Medizinstudierende befürworten mehrheitlich den ärztlich assistierten Suizid
Medizinstudierende befürworten mehrheitlich den ärztlich assistierten Suizid
Tamara Thurn, wissenschaftliche Mitarbeiterin im Funktionsbereich Palliativmedizin am Universitätsklinikum rechts der Isar der Technischen Universität München, untersucht in ihrer Doktorarbeit die Einstellung junger Mediziner*innen zum ärztlich assistierten Suizid – mit einem auch durchaus überraschenden Ergebnis: Medizinstudierende haben eine mehrheitlich befürwortende Haltung zu diesem kontrovers diskutierten Thema. Die wesentlichen Ergebnisse ihrer Befragung stellt sie im Rahmen des „Forums Klinische Ethik“ vor, eine Veranstaltungsreihe des Klinischen Ethikkomitees des Universitätsklinikums rechts der Isar. Hier beantwortet sie drei Fragen vorab.

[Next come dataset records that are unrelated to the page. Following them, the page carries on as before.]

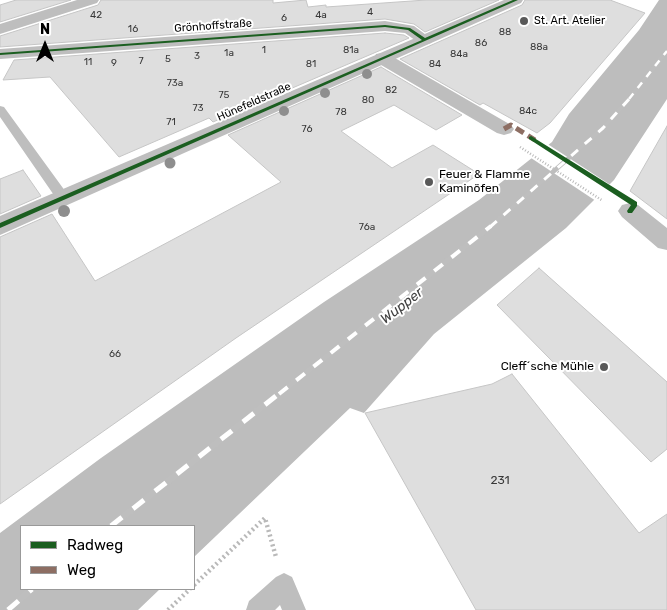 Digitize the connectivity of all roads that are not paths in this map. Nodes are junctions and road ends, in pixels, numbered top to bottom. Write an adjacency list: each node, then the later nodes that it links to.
1 (92, 0): 3 (street)
2 (516, 0): 4 (street, Hünefeldstraße)
3 (0, 29)
4 (425, 40): 5 (street, Grönhoffstraße); 6 (street, Hünefeldstraße)
5 (0, 54)
6 (382, 58): 8 (street); 9 (street, Hünefeldstraße)
7 (0, 109): 9 (lane)
8 (504, 129)
9 (63, 198): 11 (street, Hünefeldstraße)
10 (630, 212): 12 (street)
11 (0, 226)
12 (667, 241)
13 (258, 610): 14 (lane)
14 (294, 610) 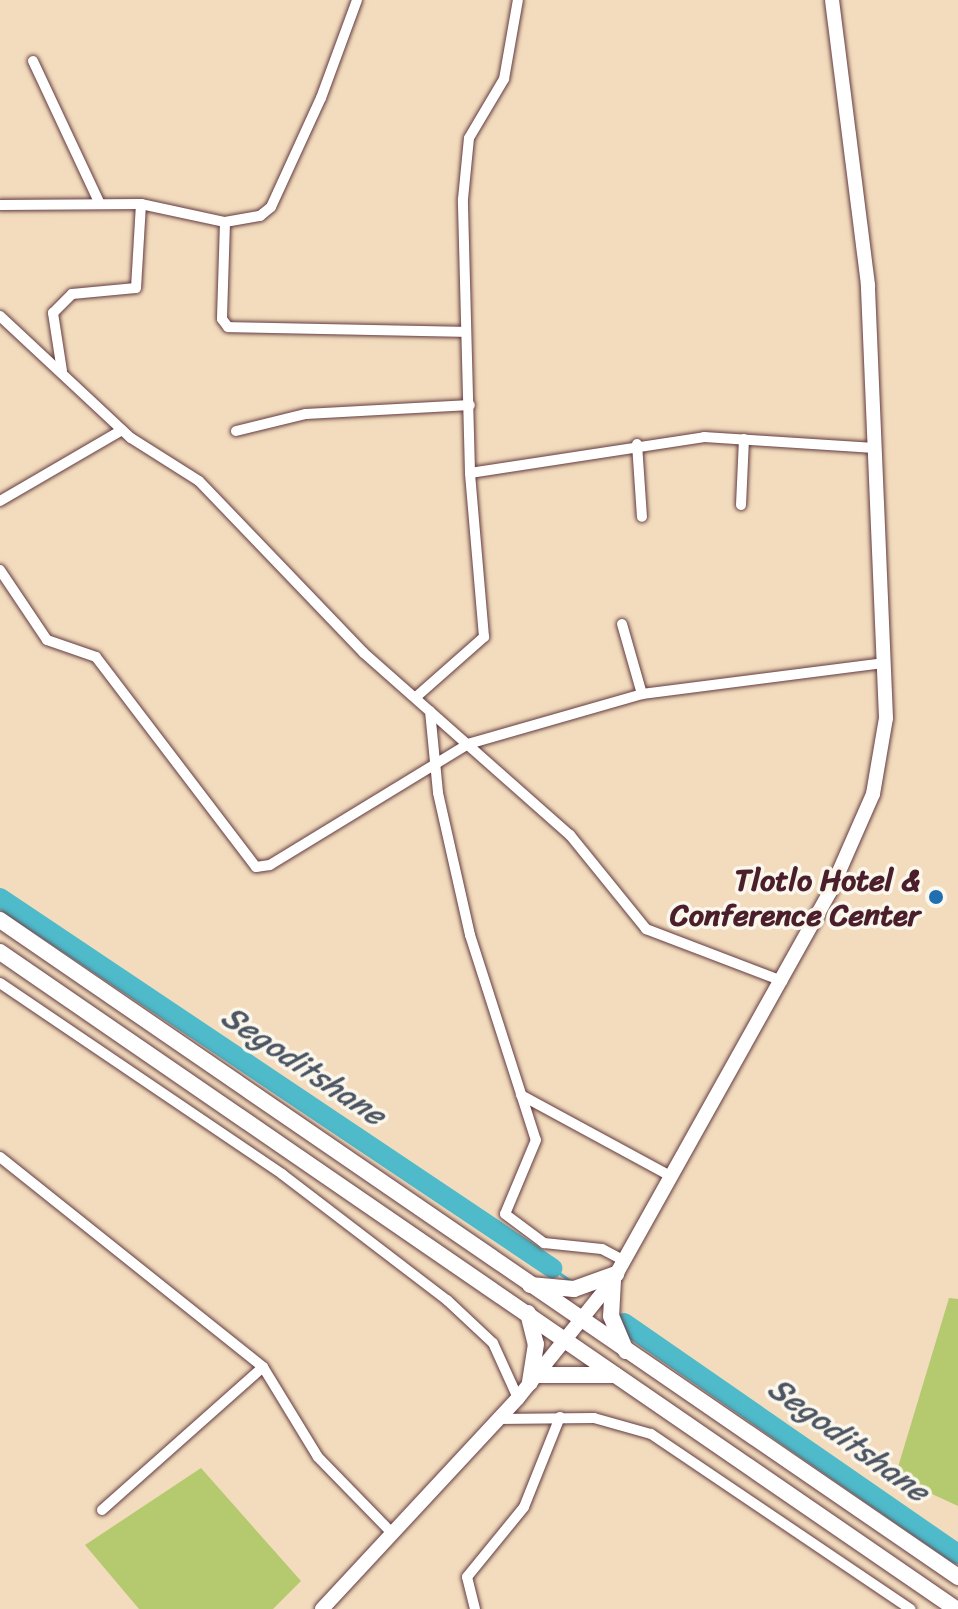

Wie stehen Medizinstudierende zum assistierten Suizid?
Insgesamt zeigte sich in unserer Befragung eine mehrheitlich befürwortende Haltung. Die Frage, ob Ärzt*innen besonders geeignet zur Suizidhilfe seien, wurde von 71 Prozent zustimmend beantwortet. Gut zwei Drittel geben zudem an, dass sie sich vorstellen können, am ärztlich assistierten Suizid mitzuwirken, etwa durch das Verschreiben nötiger Medikamente. Die persönliche Haltung unserer Befragten war damit zustimmender als die von Ärzt*innen in Deutschland, die in vorausgegangenen Befragungen des Allensbach-Instituts die Fragen zum assistierten Suizid zu 58 bzw. 37 Prozent bejaht hatten.
Was war das überraschendste Ergebnis für Sie?
Am überraschendsten für mich war das große Interesse aller befragten Medizinstudierenden und der ausgeprägte Wunsch nach universitärer Lehre zum Thema ärztlich assistierter Suizid, unabhängig davon, ob sie dem assistierten Suizid eher kritisch oder eher aufgeschlossen gegenüberstanden. Sehr viele von ihnen betonten auch in Freitextkommentaren die Relevanz des Themas für sich persönlich und sprachen sich für eine entsprechend Ergänzung innerhalb der Lehre aus.
Wie wird sich die Meinung von Ärzt*innen bei diesem Thema weiterentwickeln – was ist Ihre Prognose aufgrund der vorliegenden Daten?
Es ist schwierig eine Prognose zur weiteren Entwicklung abzugeben, weil unsere Daten in einer sogenannten querschnittlichen Befragung einer Kohorte von Medizinstudierenden im zweiten klinischen Jahr gewonnen wurden. Grundsätzlich kann man jedoch sagen, dass Medizinstudierende eine insgesamt befürwortendere Einstellung zum ärztlich assistierten Suizid vertreten als Ärzt*innen deutschlandweit – diese Tendenz zeigt sich auch in anderen internationalen Studien. Man kann somit davon ausgehen, dass sich das Meinungsbild innerhalb der Ärzteschaft in den kommenden Jahren weiter diversifizieren wird. Die Einschätzung des Bundesverfassungsgerichts, wonach Ärzt*innen eine geringe Bereitschaft zeigen, Suizidhilfe zu leisten, könnte damit in naher Zukunft nicht mehr zutreffen.